As the end of February approaches, we thought we had passed the point where most new buyers can conceivably complete before the end of the stamp duty holiday. However, it now sounds as though the government will be extending the stamp duty holiday up until the 30th June 2021, offering new buyers and those subject to conveyancing and underwriting delays a little longer to take advantage of the savings. We expect this to be confirmed at the budget on the 3rd March 2021.
While history has shown that the market slows towards the end of most stamp duty holidays, and immediately after them, the lockdown induced desire for space has meant demand from buyers has held firm.
It is however a lack of stock which remains a sticking point, with 23% fewer homes coming onto the market in February than the same time last year. While the numbers of flats coming onto market fell 13% year-on-year, there were 26% fewer new house instructions. This drop off has in part been driven by some vendors sitting on their hands, waiting for a vaccine and/or lockdown restrictions to be lifted.
The stock shortage has been exacerbated by the profile of buyers. In February 37% of buyers registering to buy also had a home to sell, down from 43% in February last year. Meanwhile first-time buyers and renters have made up a larger share of people looking to buy. With fewer buyers that are also sellers, the result is fewer homes coming onto the market.
With less stock to choose from, new instructions are attracting more interest. Nationally time to sell (the number of days between when a property is first marketed and when it goes under offer) dropped between January and February, falling from 63 to 45 days on average. Although it takes around 5 days longer to sell than it did in February 2020. Every region outside of London recorded a fall, with time to sell halving in the North West, South West and Yorkshire & Humber. In London however, the time to sell increased from 62 to 82 days, with prime fringe markets in particular recording a sizeable increase. This means it’s now slower to sell a home in London than anywhere else in the country.

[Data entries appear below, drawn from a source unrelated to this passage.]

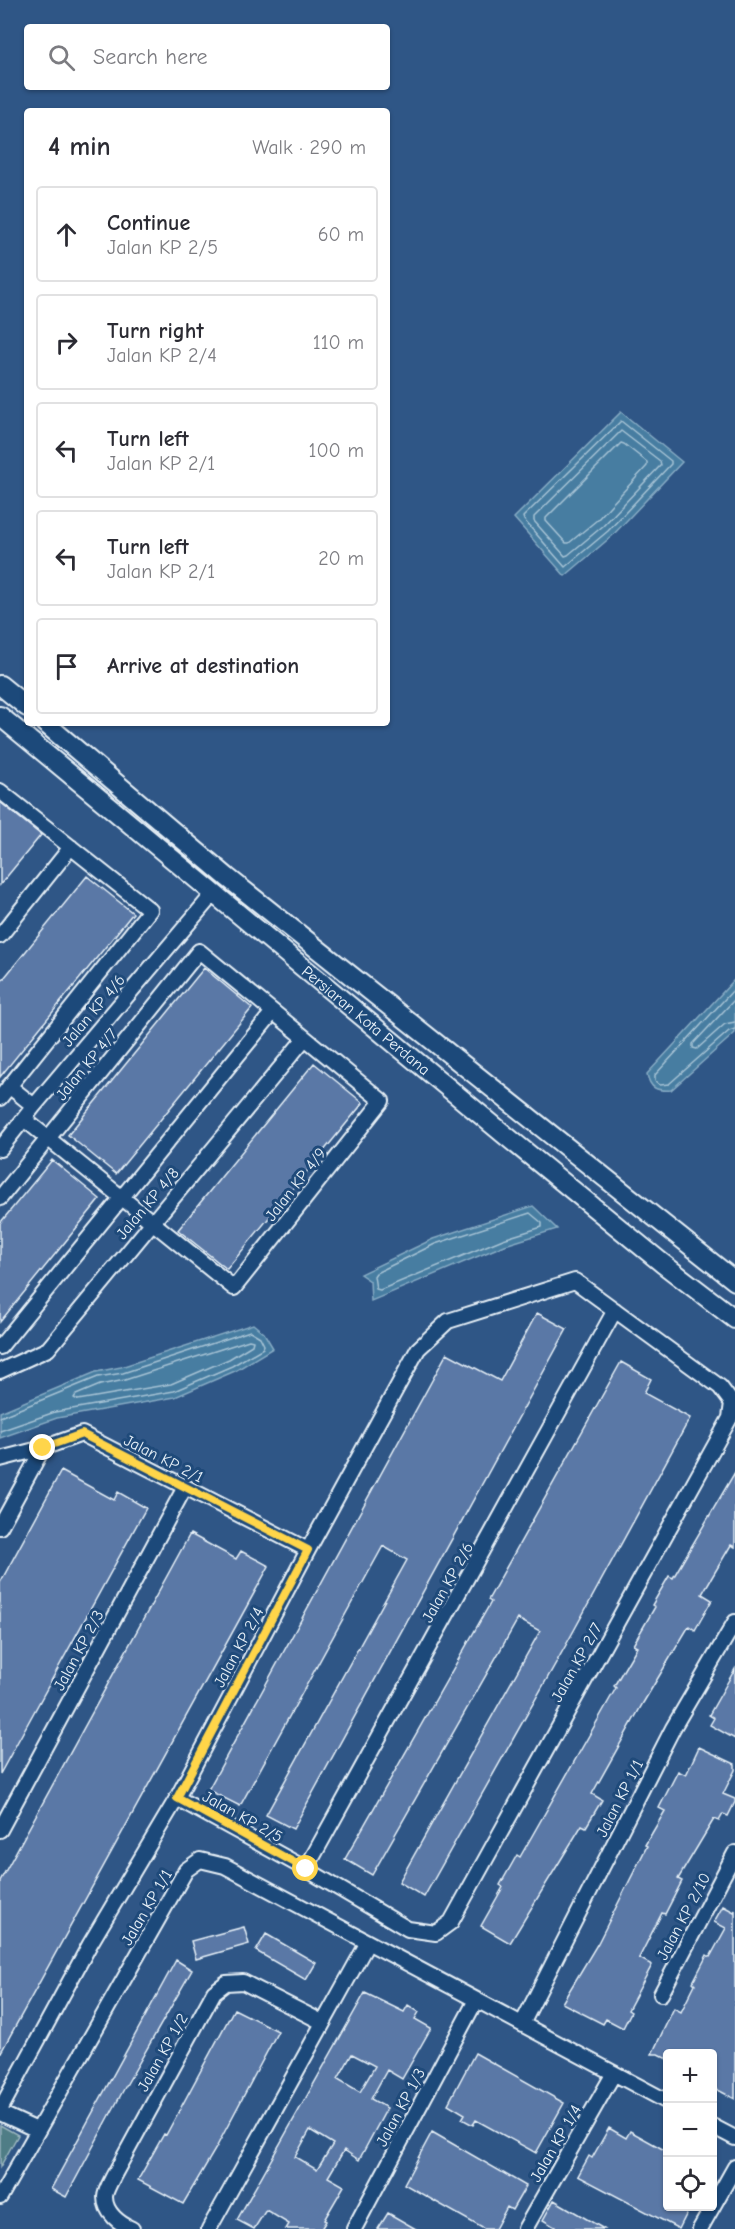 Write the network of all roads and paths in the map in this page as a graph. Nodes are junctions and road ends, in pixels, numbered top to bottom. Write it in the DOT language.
graph roads {
  1 [pos="0,685"];
  2 [pos="24,705"];
  3 [pos="0,716"];
  4 [pos="49,726"];
  5 [pos="0,791"];
  6 [pos="71,847"];
  7 [pos="214,893"];
  8 [pos="0,936"];
  9 [pos="273,1012"];
  10 [pos="305,1038"];
  11 [pos="9,1086"];
  12 [pos="0,1098"];
  13 [pos="34,1106"];
  14 [pos="24,1119"];
  15 [pos="48,1138"];
  16 [pos="0,1149"];
  17 [pos="0,1198"];
  18 [pos="122,1198"];
  19 [pos="153,1223"];
  20 [pos="735,1281"];
  21 [pos="615,1310"];
  22 [pos="735,1319"];
  23 [pos="0,1347"];
  24 [pos="0,1371"];
  25 [pos="43,1448"];
  26 [pos="0,1459"];
  27 [pos="185,1487"];
  28 [pos="0,1527"];
  29 [pos="308,1550"];
  30 [pos="735,1622"];
  31 [pos="177,1798"];
  32 [pos="0,1830"];
  33 [pos="735,1853"];
  34 [pos="306,1869"];
  35 [pos="451,1922"];
  36 [pos="368,1942"];
  37 [pos="661,1994"];
  38 [pos="476,2000"];
  39 [pos="322,2022"];
  40 [pos="522,2024"];
  41 [pos="614,2073"];
  42 [pos="663,2099"];
  43 [pos="0,2111"];
  44 [pos="717,2129"];
  45 [pos="37,2130"];
  46 [pos="735,2138"];
  47 [pos="735,2167"];
  48 [pos="0,2197"];
  49 [pos="132,2229"];
  50 [pos="209,2229"];
  51 [pos="354,2229"];
  52 [pos="525,2229"];
  53 [pos="700,2229"];
  1 -- 2 [label="street"];
  3 -- 7 [label="street, Persiaran Kota Perdana"];
  4 -- 20 [label="street, Persiaran Kota Perdana"];
  5 -- 6 [label="street"];
  6 -- 8 [label="street"];
  6 -- 11 [label="street, Jalan KP 4/6"];
  7 -- 13 [label="street, Jalan KP 4/6"];
  7 -- 22 [label="street, Persiaran Kota Perdana"];
  9 -- 10 [label="street"];
  9 -- 15 [label="street, Jalan KP 4/7"];
  9 -- 18 [label="street, Jalan KP 4/8"];
  10 -- 19 [label="street, Jalan KP 4/8"];
  10 -- 19 [label="street, Jalan KP 4/9"];
  11 -- 12 [label="street, Jalan KP 4/6"];
  11 -- 13 [label="street"];
  13 -- 14 [label="street, Jalan KP 4/6"];
  14 -- 15 [label="street"];
  14 -- 16 [label="street, Jalan KP 4/6"];
  15 -- 17 [label="street, Jalan KP 4/7"];
  15 -- 18 [label="street"];
  18 -- 19 [label="street"];
  18 -- 23 [label="street, Jalan KP 4/8"];
  19 -- 24 [label="street, Jalan KP 4/8"];
  21 -- 29 [label="street, Jalan KP 2/4"];
  21 -- 34 [label="street, Jalan KP 2/6"];
  21 -- 35 [label="street, Jalan KP 2/7"];
  25 -- 26 [label="street, Jalan KP 2/1"];
  25 -- 27 [label="street, Jalan KP 2/1"];
  25 -- 28 [label="street"];
  27 -- 29 [label="street, Jalan KP 2/1"];
  27 -- 32 [label="street, Jalan KP 2/3"];
  29 -- 31 [label="street, Jalan KP 2/4"];
  30 -- 40 [label="street, Jalan KP 1/1"];
  31 -- 34 [label="street, Jalan KP 2/5"];
  31 -- 43 [label="street, Jalan KP 2/4"];
  33 -- 37 [label="street, Jalan KP 2/10"];
  34 -- 35 [label="street, Jalan KP 2/5"];
  36 -- 38 [label="street, Jalan KP 1/1"];
  36 -- 39 [label="street"];
  36 -- 45 [label="street, Jalan KP 1/1"];
  38 -- 40 [label="street, Jalan KP 1/1"];
  38 -- 51 [label="street, Jalan KP 1/3"];
  39 -- 49 [label="street, Jalan KP 1/2"];
  39 -- 50 [label="street"];
  40 -- 41 [label="street, Jalan KP 1/1"];
  41 -- 42 [label="street, Jalan KP 1/1"];
  41 -- 52 [label="street, Jalan KP 1/4"];
  43 -- 45 [label="street"];
  44 -- 46 [label="street"];
  45 -- 48 [label="street, Jalan KP 1/1"];
  47 -- 53 [label="street"];
}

Unlike the first lockdown, it has been possible to buy and sell houses throughout both lockdown 2 in November and the current one which began in January. Despite this, some would-be buyers and sellers have chosen to sit tight and wait for restrictions to be relaxed. This means, in similar fashion to when the market reopened in May last year, we expect those who were otherwise looking to move over winter to come onto the market as restrictions are eased a little later this year.